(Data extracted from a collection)
┄┄┄┄┄┄┄┄┄┄┄┄┄┄┄┄┄┄┄┄
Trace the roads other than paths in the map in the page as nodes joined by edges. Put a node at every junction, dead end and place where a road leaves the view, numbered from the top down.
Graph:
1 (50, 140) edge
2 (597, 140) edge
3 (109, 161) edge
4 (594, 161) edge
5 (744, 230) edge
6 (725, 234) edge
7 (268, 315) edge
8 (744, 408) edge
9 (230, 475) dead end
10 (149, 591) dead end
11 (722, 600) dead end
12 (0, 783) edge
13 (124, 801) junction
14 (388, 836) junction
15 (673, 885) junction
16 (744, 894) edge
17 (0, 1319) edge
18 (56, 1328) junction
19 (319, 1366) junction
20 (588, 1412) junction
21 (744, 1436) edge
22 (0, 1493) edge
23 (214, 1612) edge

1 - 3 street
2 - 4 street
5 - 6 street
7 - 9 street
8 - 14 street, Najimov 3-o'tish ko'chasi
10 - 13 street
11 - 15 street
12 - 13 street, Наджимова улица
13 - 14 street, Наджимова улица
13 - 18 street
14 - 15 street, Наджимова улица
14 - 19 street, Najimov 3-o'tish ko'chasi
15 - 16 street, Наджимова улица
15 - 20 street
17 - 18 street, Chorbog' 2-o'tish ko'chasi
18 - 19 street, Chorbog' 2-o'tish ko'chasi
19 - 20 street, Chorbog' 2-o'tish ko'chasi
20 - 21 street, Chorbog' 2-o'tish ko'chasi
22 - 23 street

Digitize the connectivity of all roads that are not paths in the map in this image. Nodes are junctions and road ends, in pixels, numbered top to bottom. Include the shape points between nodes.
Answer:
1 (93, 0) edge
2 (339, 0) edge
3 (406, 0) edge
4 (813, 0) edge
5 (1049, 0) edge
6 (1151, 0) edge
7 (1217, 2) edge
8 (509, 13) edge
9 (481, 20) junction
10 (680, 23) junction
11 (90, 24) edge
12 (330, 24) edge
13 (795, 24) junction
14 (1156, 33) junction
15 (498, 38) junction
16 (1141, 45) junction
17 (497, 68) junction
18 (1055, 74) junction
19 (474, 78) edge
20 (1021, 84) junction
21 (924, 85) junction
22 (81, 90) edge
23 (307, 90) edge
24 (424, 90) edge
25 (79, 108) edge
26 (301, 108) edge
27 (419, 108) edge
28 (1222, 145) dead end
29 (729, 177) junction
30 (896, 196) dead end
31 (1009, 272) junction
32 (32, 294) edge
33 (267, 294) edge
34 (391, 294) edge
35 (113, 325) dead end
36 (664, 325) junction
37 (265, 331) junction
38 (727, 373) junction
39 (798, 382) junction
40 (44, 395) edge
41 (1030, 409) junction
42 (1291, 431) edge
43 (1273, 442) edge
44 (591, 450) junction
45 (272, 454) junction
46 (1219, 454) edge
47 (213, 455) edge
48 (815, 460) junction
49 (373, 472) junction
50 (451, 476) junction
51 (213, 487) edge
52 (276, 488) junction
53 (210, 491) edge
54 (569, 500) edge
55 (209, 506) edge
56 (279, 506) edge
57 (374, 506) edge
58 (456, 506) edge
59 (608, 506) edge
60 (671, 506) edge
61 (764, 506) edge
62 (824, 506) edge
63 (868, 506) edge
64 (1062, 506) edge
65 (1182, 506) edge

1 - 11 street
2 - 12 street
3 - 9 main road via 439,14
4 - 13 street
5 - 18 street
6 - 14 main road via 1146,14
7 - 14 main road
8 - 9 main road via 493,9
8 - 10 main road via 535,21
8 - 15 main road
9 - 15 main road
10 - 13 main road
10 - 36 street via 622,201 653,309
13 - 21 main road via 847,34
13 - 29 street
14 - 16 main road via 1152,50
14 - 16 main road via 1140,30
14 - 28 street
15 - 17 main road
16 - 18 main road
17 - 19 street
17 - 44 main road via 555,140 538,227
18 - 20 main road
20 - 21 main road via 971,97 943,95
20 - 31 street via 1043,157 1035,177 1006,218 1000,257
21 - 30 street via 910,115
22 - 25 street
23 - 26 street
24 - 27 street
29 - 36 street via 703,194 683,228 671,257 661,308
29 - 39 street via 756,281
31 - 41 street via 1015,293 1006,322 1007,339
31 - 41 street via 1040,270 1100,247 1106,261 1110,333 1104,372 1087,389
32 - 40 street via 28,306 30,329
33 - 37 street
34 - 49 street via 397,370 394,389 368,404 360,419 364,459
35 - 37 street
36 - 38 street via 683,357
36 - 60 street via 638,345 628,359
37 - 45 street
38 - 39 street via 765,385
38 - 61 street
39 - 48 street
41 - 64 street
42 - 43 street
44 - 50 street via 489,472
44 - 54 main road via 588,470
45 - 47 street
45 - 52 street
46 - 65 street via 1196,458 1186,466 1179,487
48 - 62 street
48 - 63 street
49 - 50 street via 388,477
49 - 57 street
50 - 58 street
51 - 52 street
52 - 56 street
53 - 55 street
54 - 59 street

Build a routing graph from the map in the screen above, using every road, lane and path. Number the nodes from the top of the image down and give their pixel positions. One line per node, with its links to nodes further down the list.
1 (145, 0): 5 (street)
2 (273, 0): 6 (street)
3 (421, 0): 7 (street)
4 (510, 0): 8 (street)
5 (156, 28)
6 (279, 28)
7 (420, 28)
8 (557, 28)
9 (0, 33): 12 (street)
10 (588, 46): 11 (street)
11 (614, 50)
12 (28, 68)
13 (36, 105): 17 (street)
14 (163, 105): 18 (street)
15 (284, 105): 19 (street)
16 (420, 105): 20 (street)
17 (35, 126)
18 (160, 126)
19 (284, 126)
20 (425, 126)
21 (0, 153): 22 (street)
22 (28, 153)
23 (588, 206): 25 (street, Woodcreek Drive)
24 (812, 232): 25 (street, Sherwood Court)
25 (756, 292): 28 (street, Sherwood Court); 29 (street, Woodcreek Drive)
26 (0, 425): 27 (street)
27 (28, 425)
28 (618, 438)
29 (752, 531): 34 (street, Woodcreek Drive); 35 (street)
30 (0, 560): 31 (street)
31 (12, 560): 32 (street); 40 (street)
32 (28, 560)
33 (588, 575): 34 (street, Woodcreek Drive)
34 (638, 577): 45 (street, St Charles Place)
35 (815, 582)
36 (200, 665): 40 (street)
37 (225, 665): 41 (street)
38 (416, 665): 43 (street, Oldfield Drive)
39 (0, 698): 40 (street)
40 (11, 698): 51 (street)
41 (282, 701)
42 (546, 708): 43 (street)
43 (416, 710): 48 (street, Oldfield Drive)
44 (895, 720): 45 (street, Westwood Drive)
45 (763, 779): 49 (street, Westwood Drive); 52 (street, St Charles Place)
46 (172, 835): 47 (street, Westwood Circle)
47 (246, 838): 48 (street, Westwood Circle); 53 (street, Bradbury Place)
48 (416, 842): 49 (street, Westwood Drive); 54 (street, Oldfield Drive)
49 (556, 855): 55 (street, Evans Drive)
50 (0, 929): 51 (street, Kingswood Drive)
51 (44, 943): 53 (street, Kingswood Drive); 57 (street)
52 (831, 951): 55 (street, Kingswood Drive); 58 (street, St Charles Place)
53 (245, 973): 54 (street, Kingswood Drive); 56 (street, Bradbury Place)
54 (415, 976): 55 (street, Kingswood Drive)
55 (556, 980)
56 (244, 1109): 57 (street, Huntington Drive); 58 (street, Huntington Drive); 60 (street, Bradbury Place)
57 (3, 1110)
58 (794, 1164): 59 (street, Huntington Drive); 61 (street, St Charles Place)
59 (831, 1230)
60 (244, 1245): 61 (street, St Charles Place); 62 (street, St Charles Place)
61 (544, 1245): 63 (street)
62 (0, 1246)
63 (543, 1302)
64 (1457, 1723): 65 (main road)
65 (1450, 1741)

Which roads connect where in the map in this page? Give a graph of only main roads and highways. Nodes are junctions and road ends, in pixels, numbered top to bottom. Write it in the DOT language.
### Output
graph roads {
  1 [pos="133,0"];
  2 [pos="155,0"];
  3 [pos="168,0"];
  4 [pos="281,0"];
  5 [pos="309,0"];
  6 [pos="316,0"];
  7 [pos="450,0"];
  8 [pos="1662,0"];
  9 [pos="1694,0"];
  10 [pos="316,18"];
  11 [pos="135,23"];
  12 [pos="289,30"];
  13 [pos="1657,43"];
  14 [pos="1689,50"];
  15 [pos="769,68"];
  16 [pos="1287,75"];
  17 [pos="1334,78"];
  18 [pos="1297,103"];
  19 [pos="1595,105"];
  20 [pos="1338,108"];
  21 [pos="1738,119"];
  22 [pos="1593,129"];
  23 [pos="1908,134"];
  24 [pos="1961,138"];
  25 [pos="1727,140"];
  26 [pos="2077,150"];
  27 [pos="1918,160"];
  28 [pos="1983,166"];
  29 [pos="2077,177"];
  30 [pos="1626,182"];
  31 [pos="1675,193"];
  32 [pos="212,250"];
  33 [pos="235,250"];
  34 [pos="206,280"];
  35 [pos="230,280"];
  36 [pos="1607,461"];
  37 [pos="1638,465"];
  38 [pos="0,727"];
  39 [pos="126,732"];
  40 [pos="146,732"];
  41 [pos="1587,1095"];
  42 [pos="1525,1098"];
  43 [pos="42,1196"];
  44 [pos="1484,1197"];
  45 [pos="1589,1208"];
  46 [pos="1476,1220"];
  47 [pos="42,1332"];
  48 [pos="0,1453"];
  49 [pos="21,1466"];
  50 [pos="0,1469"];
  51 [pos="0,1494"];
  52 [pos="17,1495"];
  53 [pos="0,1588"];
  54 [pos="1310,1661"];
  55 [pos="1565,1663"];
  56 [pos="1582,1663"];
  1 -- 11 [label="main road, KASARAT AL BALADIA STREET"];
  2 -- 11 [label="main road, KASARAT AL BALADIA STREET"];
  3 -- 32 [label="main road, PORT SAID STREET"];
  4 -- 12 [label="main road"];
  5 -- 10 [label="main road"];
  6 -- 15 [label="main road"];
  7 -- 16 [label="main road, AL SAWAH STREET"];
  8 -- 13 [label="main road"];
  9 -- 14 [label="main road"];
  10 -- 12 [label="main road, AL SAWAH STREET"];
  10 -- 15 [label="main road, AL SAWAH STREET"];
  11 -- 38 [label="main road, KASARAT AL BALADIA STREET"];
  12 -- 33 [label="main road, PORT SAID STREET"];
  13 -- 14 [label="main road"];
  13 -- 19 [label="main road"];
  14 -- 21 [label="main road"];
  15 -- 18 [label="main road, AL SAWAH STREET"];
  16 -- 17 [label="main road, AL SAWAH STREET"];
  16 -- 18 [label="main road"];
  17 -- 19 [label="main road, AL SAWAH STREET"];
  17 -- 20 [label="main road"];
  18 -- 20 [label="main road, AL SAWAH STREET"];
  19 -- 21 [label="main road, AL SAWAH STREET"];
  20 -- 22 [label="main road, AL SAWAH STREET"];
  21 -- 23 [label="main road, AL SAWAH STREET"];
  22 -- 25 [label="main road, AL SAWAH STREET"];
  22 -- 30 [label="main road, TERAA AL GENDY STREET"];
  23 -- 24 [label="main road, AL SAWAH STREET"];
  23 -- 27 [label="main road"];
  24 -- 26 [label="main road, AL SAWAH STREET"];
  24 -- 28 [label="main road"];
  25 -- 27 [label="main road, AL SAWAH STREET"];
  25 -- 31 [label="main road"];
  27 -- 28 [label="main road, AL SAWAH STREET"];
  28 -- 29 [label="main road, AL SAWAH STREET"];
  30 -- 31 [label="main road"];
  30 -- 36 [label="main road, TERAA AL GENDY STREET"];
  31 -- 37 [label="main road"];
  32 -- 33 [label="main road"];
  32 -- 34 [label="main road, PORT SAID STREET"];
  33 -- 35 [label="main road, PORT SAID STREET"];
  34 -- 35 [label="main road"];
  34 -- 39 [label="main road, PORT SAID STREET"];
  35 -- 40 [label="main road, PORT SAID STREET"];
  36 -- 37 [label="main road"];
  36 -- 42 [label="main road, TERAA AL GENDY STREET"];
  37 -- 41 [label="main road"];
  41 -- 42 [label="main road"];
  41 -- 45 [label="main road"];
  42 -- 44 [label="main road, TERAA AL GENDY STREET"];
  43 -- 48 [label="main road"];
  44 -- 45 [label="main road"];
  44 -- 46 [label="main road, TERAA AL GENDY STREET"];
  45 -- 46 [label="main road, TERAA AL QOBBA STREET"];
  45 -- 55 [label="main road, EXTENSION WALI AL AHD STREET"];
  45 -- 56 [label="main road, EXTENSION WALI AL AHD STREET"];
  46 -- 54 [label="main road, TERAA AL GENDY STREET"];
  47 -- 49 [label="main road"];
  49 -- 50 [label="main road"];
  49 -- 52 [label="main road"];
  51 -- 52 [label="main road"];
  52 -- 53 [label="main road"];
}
┄┄┄┄┄┄┄┄┄┄┄┄┄┄┄┄┄┄┄┄
Report every line of the entries that carries the word "Najimov".

● **Solved problem**
8 - 14 street, Najimov 3-o'tish ko'chasi
14 - 19 street, Najimov 3-o'tish ko'chasi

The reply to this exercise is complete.